Comment by vessenes

6 days ago

okay hold my beer. both claude and codex running now.

EDIT: both agents took about 20 minutes. I used that exact prompt in a clean directory for each, and then said "deploy to netlify" - so a total of two prompts.

Codex: https://astounding-bavarois-27b5a2.netlify.app

Claude: http://strong-hotteok-91dfb0.netlify.app

Netlify is having trouble claiming the Claude project, so if you need a password it's "My-Drop-Site"

FYI, Claude rated itself 7.7/10 for fun, and Codex 98/100 during the fun test loop. As you'll see if you poke at them, Claude needs a physics bug fix round. But I think these both did about what I would have expected.

Nice, very retro (looking at the codex one)!

Claude one doesn't really work (collision detection was the problem I had before too), but fairly close.

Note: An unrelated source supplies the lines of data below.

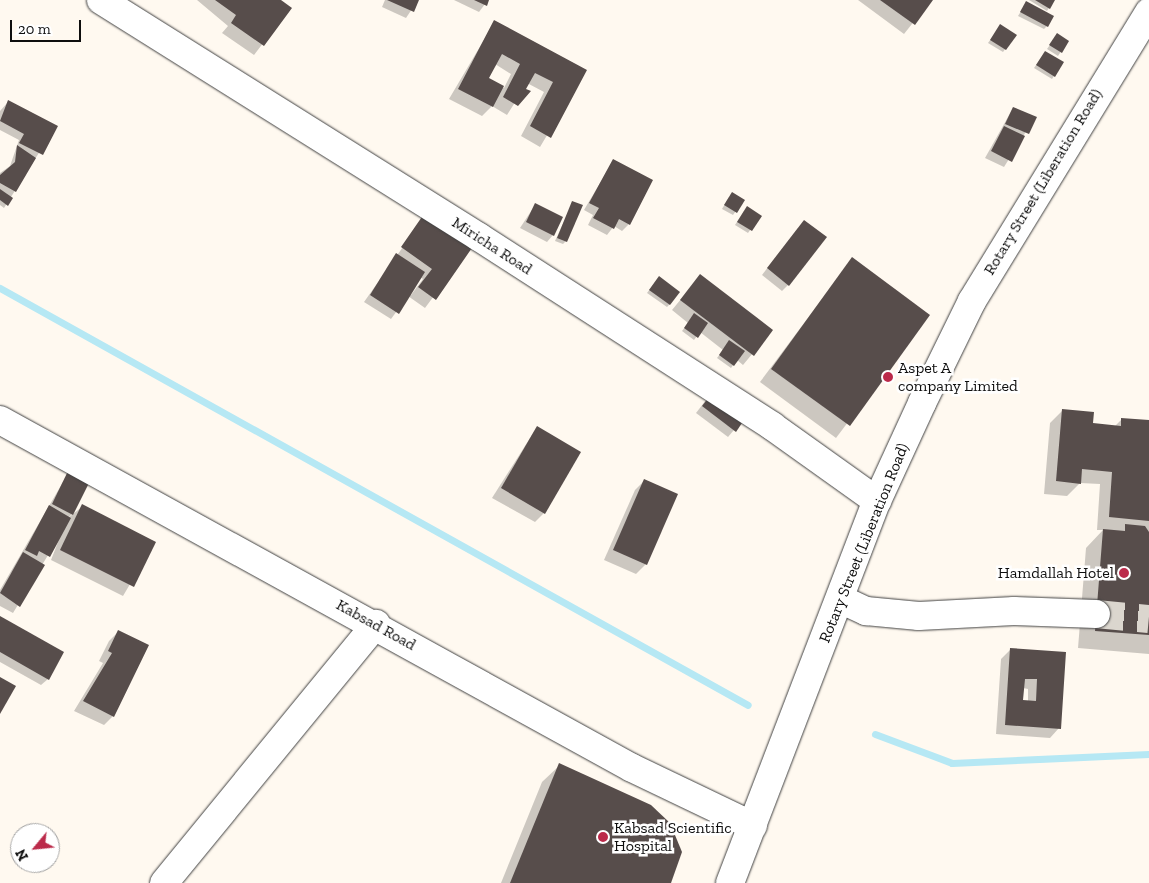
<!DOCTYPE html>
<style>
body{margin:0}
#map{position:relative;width:1149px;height:883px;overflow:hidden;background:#fff9f0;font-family:"Zilla Slab",serif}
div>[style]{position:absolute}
.shadow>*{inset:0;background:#0003}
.stream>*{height:7px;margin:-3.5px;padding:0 3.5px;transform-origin:3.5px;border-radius:3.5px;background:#b6e8f4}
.building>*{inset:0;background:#574d4b}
.minor-tunnel>*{height:28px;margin-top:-14px;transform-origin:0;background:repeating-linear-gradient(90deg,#dbd6ce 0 28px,transparent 0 42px)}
.roads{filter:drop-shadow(0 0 1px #414141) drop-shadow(0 0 1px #414141)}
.minor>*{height:28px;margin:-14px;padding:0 14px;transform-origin:14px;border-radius:14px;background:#fff}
.dots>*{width:14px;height:14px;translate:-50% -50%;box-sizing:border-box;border:2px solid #fff;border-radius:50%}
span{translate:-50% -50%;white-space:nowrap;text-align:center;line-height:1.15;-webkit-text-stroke:5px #fff;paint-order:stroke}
.street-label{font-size:16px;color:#0e0e0e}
.poi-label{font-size:16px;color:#0e0e0e}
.left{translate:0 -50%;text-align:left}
.right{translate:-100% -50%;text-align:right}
.north{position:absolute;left:10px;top:823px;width:50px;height:50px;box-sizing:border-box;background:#fff;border:1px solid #9f9f9f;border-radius:50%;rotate:242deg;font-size:14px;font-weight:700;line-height:20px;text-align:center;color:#0e0e0e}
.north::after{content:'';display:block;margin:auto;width:18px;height:22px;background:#bb2a4a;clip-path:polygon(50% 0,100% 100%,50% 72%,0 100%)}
.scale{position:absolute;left:10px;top:20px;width:71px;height:22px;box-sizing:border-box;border:2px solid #0e0e0e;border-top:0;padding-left:6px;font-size:15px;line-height:18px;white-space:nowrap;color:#0e0e0e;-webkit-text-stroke:4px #fff;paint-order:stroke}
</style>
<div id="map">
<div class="shadow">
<div style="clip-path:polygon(197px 0,279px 0,290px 8px,254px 55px,222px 33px,228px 26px)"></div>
<div style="clip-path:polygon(385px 0,418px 0,406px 18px,382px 7px)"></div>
<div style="clip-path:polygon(454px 0,488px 0,479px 12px)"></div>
<div style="clip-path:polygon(858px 0,931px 0,904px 34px)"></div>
<div style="clip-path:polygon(1029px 0,1054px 0,1047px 11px)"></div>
<div style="clip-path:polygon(1026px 3px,1047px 26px,1044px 29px,1018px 16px)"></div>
<div style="clip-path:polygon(evenodd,495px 21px,586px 70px,540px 147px,521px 136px,544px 92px,527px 83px,507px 115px,492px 106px,482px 116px,449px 99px,495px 21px,495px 64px,511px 74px,504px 88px,487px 79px,495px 64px)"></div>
<div style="clip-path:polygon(998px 29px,1015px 36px,1003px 52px,988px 43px)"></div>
<div style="clip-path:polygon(1055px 38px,1068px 41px,1058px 56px,1047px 49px)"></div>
<div style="clip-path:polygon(1043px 55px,1054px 76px,1052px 79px,1034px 68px)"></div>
<div style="clip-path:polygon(8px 102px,56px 126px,4px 208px,0 205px,0 173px,10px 166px,19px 140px,0 130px,0 111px)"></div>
<div style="clip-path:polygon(1013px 108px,1035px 117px,1004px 167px,985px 158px)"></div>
<div style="clip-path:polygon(613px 161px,629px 224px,622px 231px,614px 226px,607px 235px,588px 225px,593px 215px,584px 210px)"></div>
<div style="clip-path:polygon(729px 197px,743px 201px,733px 215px,722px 209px)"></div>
<div style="clip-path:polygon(573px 202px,566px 241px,563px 244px,555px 241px)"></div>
<div style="clip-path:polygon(535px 205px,553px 235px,547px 242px,520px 228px)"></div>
<div style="clip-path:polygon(744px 211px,760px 216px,748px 233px,735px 225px)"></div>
<div style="clip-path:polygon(evenodd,427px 213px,472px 245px,425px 308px,408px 296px,391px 319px,364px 302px,427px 213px,420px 277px,423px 279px,411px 295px,410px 294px,420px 277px)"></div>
<div style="clip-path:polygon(798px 228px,788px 285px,782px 291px,762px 275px)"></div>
<div style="clip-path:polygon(852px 259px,929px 315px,836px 438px,760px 382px)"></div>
<div style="clip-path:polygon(700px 276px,772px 330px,743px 365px,737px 360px,731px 368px,717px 358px,723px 350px,700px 332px,694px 340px,682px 331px,688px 323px,672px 310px)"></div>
<div style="clip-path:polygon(656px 281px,670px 304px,667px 307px,647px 293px)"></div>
<div style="clip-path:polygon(706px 400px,745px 417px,728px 437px,696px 413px)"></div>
<div style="clip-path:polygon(1062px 411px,1092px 424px,1115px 426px,1122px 419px,1149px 421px,1149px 654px,1078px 648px,1086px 548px,1103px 530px,1097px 530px,1100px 484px,1080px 483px,1067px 496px,1044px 494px,1050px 423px)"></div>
<div style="clip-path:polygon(537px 427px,544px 513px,535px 522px,492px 498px)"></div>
<div style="clip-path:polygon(70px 470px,72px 514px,68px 518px,83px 506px,155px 542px,123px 596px,51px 560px,62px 532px,13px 613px,0 606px,0 590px)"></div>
<div style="clip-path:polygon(645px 480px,676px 494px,646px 564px,636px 574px,604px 560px,635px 490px)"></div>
<div style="clip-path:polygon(0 618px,48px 679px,41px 685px,0 662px)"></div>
<div style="clip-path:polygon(119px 631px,113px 716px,104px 725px,74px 711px,103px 663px,99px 661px,109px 641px)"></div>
<div style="clip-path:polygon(evenodd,1011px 649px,1065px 653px,1059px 728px,1050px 738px,996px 734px,1001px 659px,1011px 649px,1023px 688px,1028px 689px,1028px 702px,1022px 701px,1023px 688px)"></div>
<div style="clip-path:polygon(560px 765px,670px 883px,501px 883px,542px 782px)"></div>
</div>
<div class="stream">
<div style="left:0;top:288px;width:856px;rotate:29.14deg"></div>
<div style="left:875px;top:734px;width:82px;rotate:20.6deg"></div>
<div style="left:952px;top:763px;width:197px;rotate:-2.6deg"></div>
</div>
<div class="building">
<div style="clip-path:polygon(215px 0,281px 0,292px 8px,264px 46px,231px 23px,236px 15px)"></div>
<div style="clip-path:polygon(387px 0,419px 0,414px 12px)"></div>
<div style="clip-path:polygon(474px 0,489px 0,487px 6px)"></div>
<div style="clip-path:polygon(880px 0,933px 0,915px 25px)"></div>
<div style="clip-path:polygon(1035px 0,1055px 0,1050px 9px)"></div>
<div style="clip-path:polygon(1026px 1px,1054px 16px,1048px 27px,1020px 12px)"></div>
<div style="clip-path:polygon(494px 20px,587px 70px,551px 138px,530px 126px,553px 82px,535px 73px,526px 89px,531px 91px,518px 106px,503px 97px,520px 64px,502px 54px,489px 78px,504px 86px,493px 107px,458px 89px)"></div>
<div style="clip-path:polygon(1000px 24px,1017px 35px,1006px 50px,990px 40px)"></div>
<div style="clip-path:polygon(1057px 33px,1069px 41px,1062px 53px,1049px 45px)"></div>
<div style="clip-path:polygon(1045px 51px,1064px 62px,1055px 77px,1036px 65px)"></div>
<div style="clip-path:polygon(8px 100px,58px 126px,43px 155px,19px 143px,24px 134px,0 121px)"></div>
<div style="clip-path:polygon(1013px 107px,1037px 117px,1029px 134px,1005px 124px)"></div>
<div style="clip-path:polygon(1004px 126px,1025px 136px,1012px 162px,991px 151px)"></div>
<div style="clip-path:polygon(17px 145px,36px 158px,16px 192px,0 183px,0 175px,15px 162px)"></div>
<div style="clip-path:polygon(613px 159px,653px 180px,630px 225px,619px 219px,614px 229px,593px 218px,599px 208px,589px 203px)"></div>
<div style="clip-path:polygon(0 189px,13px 198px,8px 206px,0 200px)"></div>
<div style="clip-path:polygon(732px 192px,745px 200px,737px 213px,724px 205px)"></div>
<div style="clip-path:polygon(572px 201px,583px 205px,567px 242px,557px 238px)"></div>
<div style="clip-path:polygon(535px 203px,563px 217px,554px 236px,526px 222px)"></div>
<div style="clip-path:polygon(747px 206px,762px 216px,752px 231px,737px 222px)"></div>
<div style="clip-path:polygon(426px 211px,474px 245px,436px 300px,418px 287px,432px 269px,401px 247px)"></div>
<div style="clip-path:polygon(804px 220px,827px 237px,789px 286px,767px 268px)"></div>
<div style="clip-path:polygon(396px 253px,425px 272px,399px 314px,370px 295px)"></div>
<div style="clip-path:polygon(852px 257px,930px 315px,850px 426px,771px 369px)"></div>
<div style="clip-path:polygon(700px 274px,773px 330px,754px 356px,680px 300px)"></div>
<div style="clip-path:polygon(659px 276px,680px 292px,670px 305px,649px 290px)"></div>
<div style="clip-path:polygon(694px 313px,708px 323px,698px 338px,684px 328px)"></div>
<div style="clip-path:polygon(729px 340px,745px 351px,734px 366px,719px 355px)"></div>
<div style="clip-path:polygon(713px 392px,746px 417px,736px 432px,702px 406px)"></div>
<div style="clip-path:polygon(1062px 409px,1094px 412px,1093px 423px,1121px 426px,1121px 418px,1149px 420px,1149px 521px,1109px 517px,1112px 472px,1082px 469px,1081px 484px,1056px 481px)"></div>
<div style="clip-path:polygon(537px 426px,581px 452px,545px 514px,501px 488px)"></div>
<div style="clip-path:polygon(69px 469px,91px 479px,73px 515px,52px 504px)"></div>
<div style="clip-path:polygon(644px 479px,678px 494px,647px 565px,613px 550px)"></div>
<div style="clip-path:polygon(82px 504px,156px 542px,134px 587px,60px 550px)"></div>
<div style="clip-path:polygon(49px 505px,71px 518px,50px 557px,39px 551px,37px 556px,25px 550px)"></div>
<div style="clip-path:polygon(1125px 524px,1145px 526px,1149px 532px,1149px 635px,1095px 631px,1103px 529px,1125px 531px)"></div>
<div style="clip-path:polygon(23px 552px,45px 565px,20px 607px,0 593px)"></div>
<div style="clip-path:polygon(0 616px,64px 652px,49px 680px,0 652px)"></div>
<div style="clip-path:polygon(118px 630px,149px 645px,114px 717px,83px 701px,112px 653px,108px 651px)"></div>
<div style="clip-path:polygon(evenodd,1010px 648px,1066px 652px,1061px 729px,1005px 725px,1010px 648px,1025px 679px,1037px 679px,1036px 701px,1023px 700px,1025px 679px)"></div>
<div style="clip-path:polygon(0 677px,16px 686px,0 714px)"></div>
<div style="clip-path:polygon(559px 763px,651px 805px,670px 823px,682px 852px,671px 883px,510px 883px)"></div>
</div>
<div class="minor-tunnel">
<div style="left:1096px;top:614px;width:53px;rotate:5.4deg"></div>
</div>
<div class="roads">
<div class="minor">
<div style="left:101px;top:0;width:446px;rotate:32.1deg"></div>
<div style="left:479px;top:237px;width:349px;rotate:32.8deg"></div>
<div style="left:772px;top:426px;width:129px;rotate:35.5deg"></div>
<div style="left:0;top:420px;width:721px;rotate:28.84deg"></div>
<div style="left:632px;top:768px;width:134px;rotate:25.6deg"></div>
<div style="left:840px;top:599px;width:29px;rotate:25deg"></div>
<div style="left:866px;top:611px;width:53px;rotate:5.4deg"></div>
<div style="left:919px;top:616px;width:95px;rotate:-3deg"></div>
<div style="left:1014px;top:611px;width:82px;rotate:2.1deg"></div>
<div style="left:164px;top:883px;width:335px;rotate:-50.7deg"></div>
<div style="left:730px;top:883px;width:409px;rotate:-69deg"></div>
<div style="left:877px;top:501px;width:108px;rotate:-65.3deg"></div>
<div style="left:922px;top:403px;width:114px;rotate:-63.9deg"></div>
<div style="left:972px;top:301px;width:339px;rotate:-58.5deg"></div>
</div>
</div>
<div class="dots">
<div style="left:888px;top:377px;background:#bb2a4a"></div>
<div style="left:1124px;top:573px;background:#bb2a4a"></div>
<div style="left:603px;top:837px;background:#bb2a4a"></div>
</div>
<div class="street-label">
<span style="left:1043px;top:182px;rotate:-59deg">Rotary Street (Liberation Road)</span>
<span style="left:492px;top:246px;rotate:33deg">Miricha Road</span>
<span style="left:864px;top:543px;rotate:-68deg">Rotary Street (Liberation Road)</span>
<span style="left:376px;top:625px;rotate:29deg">Kabsad Road</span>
</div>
<div class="poi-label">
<span class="left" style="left:898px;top:377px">Aspet A<br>company Limited</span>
<span class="right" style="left:1114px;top:573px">Hamdallah Hotel</span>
<span class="left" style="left:614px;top:837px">Kabsad Scientific<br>Hospital</span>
</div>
<div class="north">N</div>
<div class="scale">20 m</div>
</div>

Yes when I tried previously I had a few gameplay issues in frogger and I couldn't manage to one-shot this sort of thing at the time (a year ago), so last year definitely saw some good progress at this sort of thing. The asteroids game I was very happy with though, had a very cool retro feel and was wireframe only. Wasn't so keen on the code produced as it had a patchwork feel to it.

  • To your point, I didn't even look at the code.. :) Okay, I looked at the codex code. it's super reasonable -- separation of concerns, operating on a state model, it's not over designed. I did not hate it. I also noted that codex put in a CRT simulator loop which is a nice touch.

    I think a year ago this would have taken a lot of back and forth and arguing; to me that's kind of the point of Simon's article -- a lot more just 'works' now.

    • Sorry I meant the code a year ago - it took a bit more hand-holding at that point and it was a mishmash of different things, but I feel it’s just slightly easier now - still similar. Haven’t looked into this one just had a quick play. Thanks for trying it out!

      I think his article is for the last 6 months - my feeling is progress with LLMs has stalled recently and generated code still has problems with accuracy and coherence and subtle bugs, but everyone has a different experience.

      1 reply →

Frogger is kind of too well known such that there is ample training data for building that specific game.

The game I was thinking of is relatively obscure -> Panel de Pon

  • Yes I was surprised at the time that it failed so badly at Frogger, I think from memory it was colission detection it just couldn't get right, plus the positioning of various game elements as it has quite a lot going on (the examples above still have some problems with these things). I thought there would be open source examples out there in js/html but perhaps not so much for frogger.